**WHAT THE EXERCISE ASKS**
Copy the entries below in full, keeping them exactly as they are.
↓↓↓
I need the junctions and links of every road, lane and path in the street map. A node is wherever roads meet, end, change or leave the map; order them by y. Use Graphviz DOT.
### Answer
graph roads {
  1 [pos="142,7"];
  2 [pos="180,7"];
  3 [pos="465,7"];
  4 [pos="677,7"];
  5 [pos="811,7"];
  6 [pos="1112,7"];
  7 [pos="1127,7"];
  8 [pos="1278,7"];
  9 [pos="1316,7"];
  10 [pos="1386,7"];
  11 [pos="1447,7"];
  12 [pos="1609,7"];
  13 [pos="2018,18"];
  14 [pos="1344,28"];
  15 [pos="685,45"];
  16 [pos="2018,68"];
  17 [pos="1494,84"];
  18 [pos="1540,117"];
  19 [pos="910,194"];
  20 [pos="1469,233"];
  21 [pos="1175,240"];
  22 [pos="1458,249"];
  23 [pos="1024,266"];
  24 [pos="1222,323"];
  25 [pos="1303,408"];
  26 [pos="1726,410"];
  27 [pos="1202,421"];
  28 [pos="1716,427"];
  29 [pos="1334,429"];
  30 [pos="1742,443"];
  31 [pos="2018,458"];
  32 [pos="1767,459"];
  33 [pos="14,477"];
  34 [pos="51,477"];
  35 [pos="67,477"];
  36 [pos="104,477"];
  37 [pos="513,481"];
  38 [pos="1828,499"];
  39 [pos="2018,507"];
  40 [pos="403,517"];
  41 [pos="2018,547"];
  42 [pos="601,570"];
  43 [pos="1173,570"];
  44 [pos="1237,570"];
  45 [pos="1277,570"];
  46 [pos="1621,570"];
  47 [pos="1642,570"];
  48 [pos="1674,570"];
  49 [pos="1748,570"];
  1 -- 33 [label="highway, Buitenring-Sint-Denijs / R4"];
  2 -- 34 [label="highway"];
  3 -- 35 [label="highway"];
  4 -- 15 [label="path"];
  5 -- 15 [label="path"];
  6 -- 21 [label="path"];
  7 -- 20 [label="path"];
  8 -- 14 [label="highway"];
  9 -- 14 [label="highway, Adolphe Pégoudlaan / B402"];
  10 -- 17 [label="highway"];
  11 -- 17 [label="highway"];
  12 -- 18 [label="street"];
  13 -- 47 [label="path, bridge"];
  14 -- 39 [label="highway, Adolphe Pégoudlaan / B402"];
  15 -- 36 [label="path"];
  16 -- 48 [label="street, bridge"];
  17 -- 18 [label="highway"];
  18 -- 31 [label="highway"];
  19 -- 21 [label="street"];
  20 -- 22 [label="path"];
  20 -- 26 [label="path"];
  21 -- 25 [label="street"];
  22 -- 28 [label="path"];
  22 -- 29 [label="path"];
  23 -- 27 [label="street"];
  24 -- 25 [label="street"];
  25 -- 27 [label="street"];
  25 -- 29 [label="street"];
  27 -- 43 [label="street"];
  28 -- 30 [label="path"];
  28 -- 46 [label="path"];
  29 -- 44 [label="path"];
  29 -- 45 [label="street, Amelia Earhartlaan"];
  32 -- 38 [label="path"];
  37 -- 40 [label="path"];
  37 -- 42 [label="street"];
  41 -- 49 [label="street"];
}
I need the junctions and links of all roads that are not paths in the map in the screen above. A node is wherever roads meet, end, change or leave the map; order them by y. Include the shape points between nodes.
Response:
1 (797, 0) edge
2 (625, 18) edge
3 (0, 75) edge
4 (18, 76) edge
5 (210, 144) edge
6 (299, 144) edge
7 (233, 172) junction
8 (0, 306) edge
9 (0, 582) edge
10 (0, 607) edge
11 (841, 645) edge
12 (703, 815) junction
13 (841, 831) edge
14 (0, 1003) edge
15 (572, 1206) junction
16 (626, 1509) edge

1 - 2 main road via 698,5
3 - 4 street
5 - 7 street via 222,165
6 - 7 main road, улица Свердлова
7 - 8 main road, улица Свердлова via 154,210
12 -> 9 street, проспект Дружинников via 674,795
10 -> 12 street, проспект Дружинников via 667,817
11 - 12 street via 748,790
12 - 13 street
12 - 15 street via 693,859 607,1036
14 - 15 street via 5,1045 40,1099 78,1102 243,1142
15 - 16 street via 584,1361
↑↑↑
**ANSWER**
I need the junctions and links of every road, lane and path in the street map. A node is wherever roads meet, end, change or leave the map; order them by y. Use Graphviz DOT.
### Answer
graph roads {
  1 [pos="142,7"];
  2 [pos="180,7"];
  3 [pos="465,7"];
  4 [pos="677,7"];
  5 [pos="811,7"];
  6 [pos="1112,7"];
  7 [pos="1127,7"];
  8 [pos="1278,7"];
  9 [pos="1316,7"];
  10 [pos="1386,7"];
  11 [pos="1447,7"];
  12 [pos="1609,7"];
  13 [pos="2018,18"];
  14 [pos="1344,28"];
  15 [pos="685,45"];
  16 [pos="2018,68"];
  17 [pos="1494,84"];
  18 [pos="1540,117"];
  19 [pos="910,194"];
  20 [pos="1469,233"];
  21 [pos="1175,240"];
  22 [pos="1458,249"];
  23 [pos="1024,266"];
  24 [pos="1222,323"];
  25 [pos="1303,408"];
  26 [pos="1726,410"];
  27 [pos="1202,421"];
  28 [pos="1716,427"];
  29 [pos="1334,429"];
  30 [pos="1742,443"];
  31 [pos="2018,458"];
  32 [pos="1767,459"];
  33 [pos="14,477"];
  34 [pos="51,477"];
  35 [pos="67,477"];
  36 [pos="104,477"];
  37 [pos="513,481"];
  38 [pos="1828,499"];
  39 [pos="2018,507"];
  40 [pos="403,517"];
  41 [pos="2018,547"];
  42 [pos="601,570"];
  43 [pos="1173,570"];
  44 [pos="1237,570"];
  45 [pos="1277,570"];
  46 [pos="1621,570"];
  47 [pos="1642,570"];
  48 [pos="1674,570"];
  49 [pos="1748,570"];
  1 -- 33 [label="highway, Buitenring-Sint-Denijs / R4"];
  2 -- 34 [label="highway"];
  3 -- 35 [label="highway"];
  4 -- 15 [label="path"];
  5 -- 15 [label="path"];
  6 -- 21 [label="path"];
  7 -- 20 [label="path"];
  8 -- 14 [label="highway"];
  9 -- 14 [label="highway, Adolphe Pégoudlaan / B402"];
  10 -- 17 [label="highway"];
  11 -- 17 [label="highway"];
  12 -- 18 [label="street"];
  13 -- 47 [label="path, bridge"];
  14 -- 39 [label="highway, Adolphe Pégoudlaan / B402"];
  15 -- 36 [label="path"];
  16 -- 48 [label="street, bridge"];
  17 -- 18 [label="highway"];
  18 -- 31 [label="highway"];
  19 -- 21 [label="street"];
  20 -- 22 [label="path"];
  20 -- 26 [label="path"];
  21 -- 25 [label="street"];
  22 -- 28 [label="path"];
  22 -- 29 [label="path"];
  23 -- 27 [label="street"];
  24 -- 25 [label="street"];
  25 -- 27 [label="street"];
  25 -- 29 [label="street"];
  27 -- 43 [label="street"];
  28 -- 30 [label="path"];
  28 -- 46 [label="path"];
  29 -- 44 [label="path"];
  29 -- 45 [label="street, Amelia Earhartlaan"];
  32 -- 38 [label="path"];
  37 -- 40 [label="path"];
  37 -- 42 [label="street"];
  41 -- 49 [label="street"];
}
I need the junctions and links of all roads that are not paths in the map in the screen above. A node is wherever roads meet, end, change or leave the map; order them by y. Include the shape points between nodes.
Response:
1 (797, 0) edge
2 (625, 18) edge
3 (0, 75) edge
4 (18, 76) edge
5 (210, 144) edge
6 (299, 144) edge
7 (233, 172) junction
8 (0, 306) edge
9 (0, 582) edge
10 (0, 607) edge
11 (841, 645) edge
12 (703, 815) junction
13 (841, 831) edge
14 (0, 1003) edge
15 (572, 1206) junction
16 (626, 1509) edge

1 - 2 main road via 698,5
3 - 4 street
5 - 7 street via 222,165
6 - 7 main road, улица Свердлова
7 - 8 main road, улица Свердлова via 154,210
12 -> 9 street, проспект Дружинников via 674,795
10 -> 12 street, проспект Дружинников via 667,817
11 - 12 street via 748,790
12 - 13 street
12 - 15 street via 693,859 607,1036
14 - 15 street via 5,1045 40,1099 78,1102 243,1142
15 - 16 street via 584,1361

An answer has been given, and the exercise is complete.